В одном из переулков друзья вовремя заметили группу обнажённых женщин, они самозабвенно изображали культовый танец. В тусклом свете чадящего факела их неестественно бледные тела выглядели демоническими призраками. Молодые люди спешно свернули в переулок, не дав себя на поругание нелепого случая, и едва не наступили на пару, с усердием предающуюся служению Дионису. Дальше попадались ещё пары и одиночные обездвиженные тела таких же «служителей культа», которые в таком беспомощном состоянии показались Филиппу трупами воинов, павших после кровопролитного сражения. Вероятно, они смогли вовремя вернуться домой, и теперь им предстояло ожидать, когда их найдут и подберут более трезвые родственники, уже вышедшие с домашними рабами на их поиски. А пока Гипнос навеял им приятные сновидения. Уличные собаки, которые и в обычные дни пьяных не трогают, незлобиво лаяли и внимательно обнюхивали обездвиженные тела, дружелюбно размахивая хвостами. Умные животные словно понимали, что это состояние человека – временное: проспятся и уйдут восвояси. Но были псы, недовольные вторжением людей на их территорию, – такие задерживались, чтобы с показным презрением отметить непрошеных гостей…

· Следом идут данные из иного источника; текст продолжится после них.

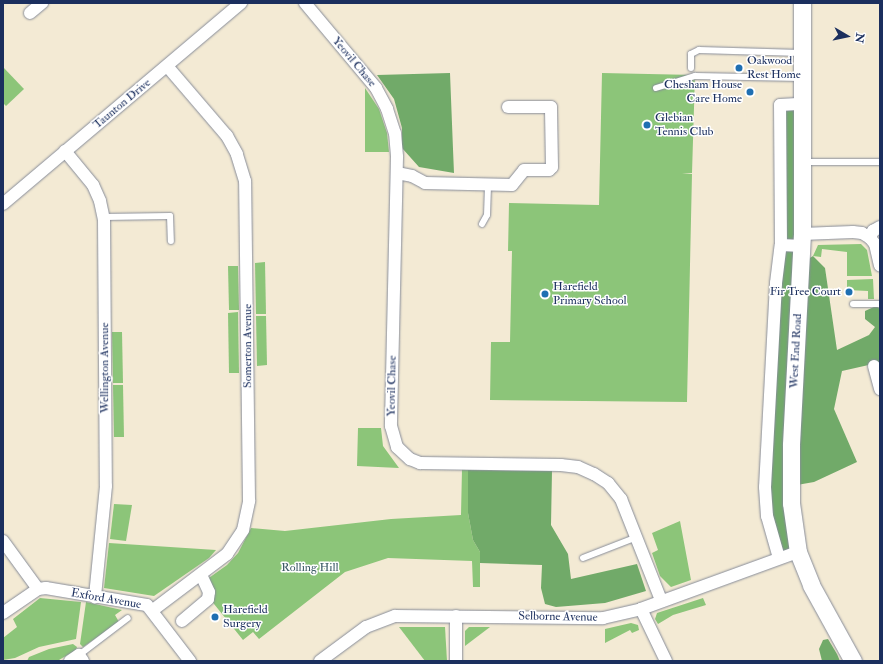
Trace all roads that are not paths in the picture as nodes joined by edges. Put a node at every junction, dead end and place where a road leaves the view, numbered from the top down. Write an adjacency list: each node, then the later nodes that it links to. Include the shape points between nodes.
1 (42, 3): 5 (street)
2 (241, 3): 7 (street, Taunton Drive)
3 (305, 3): 16 (street, Yeovil Chase, via 383,99 395,133)
4 (802, 3): 6 (street, West End Road)
5 (30, 13)
6 (802, 53): 8 (lane, via 699,50 691,54); 9 (street, West End Road)
7 (167, 66): 13 (street, Taunton Drive); 36 (street, Somerton Avenue, via 228,137 241,165 247,195 249,505 243,530 233,546)
8 (690, 68)
9 (802, 78): 10 (lane, via 695,76); 11 (street, West End Road)
10 (656, 88)
11 (802, 104): 14 (street, West End Road); 25 (street, via 780,105)
12 (508, 107): 17 (street, via 551,107 552,167 549,170 524,170 512,186)
13 (66, 151): 18 (street, Taunton Drive); 19 (street, Wellington Avenue, via 93,185)
14 (802, 162): 15 (lane); 23 (street, West End Road)
15 (880, 162)
16 (397, 173): 17 (street, via 412,176 425,183); 31 (street, Yeovil Chase, via 391,426 397,447 410,459 424,463 571,466 591,472 612,488 621,499)
17 (488, 185): 20 (lane, via 487,215)
18 (3, 204)
19 (104, 217): 24 (lane, via 170,216); 38 (street, Wellington Avenue, via 106,486)
20 (482, 224)
21 (880, 227): 22 (street, via 872,231)
22 (870, 238): 23 (street, via 862,233 853,232); 26 (street)
23 (802, 240): 25 (street); 33 (street, West End Road, via 790,445 791,503)
24 (171, 241)
25 (781, 245): 35 (street, via 772,339 765,487 767,516)
26 (880, 265)
27 (853, 304): 28 (lane)
28 (880, 304)
29 (874, 366): 30 (street)
30 (880, 388)
31 (637, 537): 34 (lane); 39 (street, Yeovil Chase)
32 (3, 541): 37 (street)
33 (798, 552): 35 (street, Selborne Avenue); 51 (street, West End Road, via 811,585)
34 (583, 558)
35 (779, 558): 39 (street, Selborne Avenue)
36 (201, 575): 41 (street, Somerton Avenue); 45 (street, via 209,592 208,599)
37 (38, 589): 38 (street, Exford Avenue); 42 (street)
38 (95, 597): 41 (street, Exford Avenue, via 147,606)
39 (662, 600): 40 (street, Selborne Avenue)
40 (641, 609): 43 (street, Selborne Avenue, via 603,618); 50 (street)
41 (153, 610): 47 (street, Exford Avenue)
42 (3, 613)
43 (456, 616): 48 (street, Selborne Avenue, via 395,616 381,619); 49 (street)
44 (128, 618): 46 (lane)
45 (182, 621)
46 (78, 659)
47 (190, 661)
48 (320, 661)
49 (456, 661)
50 (666, 661)
51 (853, 661)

Юношам оставалось пройти до агоры совсем немного, когда впереди послышались шаги и женские голоса. Скоро в свете факела, который несла, по виду, служанка, появилась женщина, одеяние которой и статность выдавали богатую горожанку. Возможно, она засиделась в гостях и теперь легкой поступью торопилась домой. Заметив жрецов с ритуальными мечами, служанка взвизгнула и, выронив факел, убежала в темень. Хозяйка не последовала за ней, а с достойным спокойствием стала наблюдать за незнакомцами. А Филипп с Фрасилом неожиданно оробели и теперь не знали, как поступить – пугать ли женщин, как бы это сделали потешные жрецы, или ретироваться, не развивая задуманного плана.

На лице женщины наконец появилось выражение любопытства. Она поняла, что перед ней ряженые, и звонко рассмеялась – Филиппу показалось, словно жемчужины рассыпала вокруг. Чтобы лучше рассмотреть «жреца», незнакомка приблизилась, и вдруг знакомый аромат «той самой женщины» молнией возвратил его память в тот самый день! Ещё он успел рассмотреть дивные черты лица, широко распахнутые лукавые глаза.

Воспользовавшись их растерянностью, женщина властным окриком призвала сбежавшую служанку. Она появилась с виноватым видом и, разобравшись в ситуации, подняла с земли факел, но уже чтобы поколотить «жрецов». Хозяйка успокоила её и, продолжая улыбаться, обратилась к Филиппу:

– Молодые люди, чем пугать бедных женщин, лучше проводите нас!

Её уверенный и в то же время мелодичный голос ввёл юношу в полную растерянность. Он промычал что-то невразумительное, чем ещё больше развеселил незнакомку. Не удержалась от смеха служанка, презрительно фыркнула и поспешила за госпожой. Филипп, словно зачарованный магией, развернулся и тоже отправился вслед, не раздумывая, зачем это делает. Фрасил, удивленный необычным состоянием друга, которого до сих пор считал храбрецом, всё же решил не отставать.

Перейти на страницу:

Все книги серии Всемирная история в романах

Карл Брюллов
Карл Брюллов

Карл Павлович Брюллов (1799–1852) родился 12 декабря по старому стилю в Санкт-Петербурге, в семье академика, резчика по дереву и гравёра французского происхождения Павла Ивановича Брюлло. С десяти лет Карл занимался живописью в Академии художеств в Петербурге, был учеником известного мастера исторического полотна Андрея Ивановича Иванова. Блестящий студент, Брюллов получил золотую медаль по классу исторической живописи. К 1820 году относится его первая известная работа «Нарцисс», удостоенная в разные годы нескольких серебряных и золотых медалей Академии художеств. А свое главное творение — картину «Последний день Помпеи» — Карл писал более шести лет. Картина была заказана художнику известнейшим меценатом того времени Анатолием Николаевичем Демидовым и впоследствии подарена им императору Николаю Павловичу.Член Миланской и Пармской академий, Академии Святого Луки в Риме, профессор Петербургской и Флорентийской академий художеств, почетный вольный сообщник Парижской академии искусств, Карл Павлович Брюллов вошел в анналы отечественной и мировой культуры как яркий представитель исторической и портретной живописи.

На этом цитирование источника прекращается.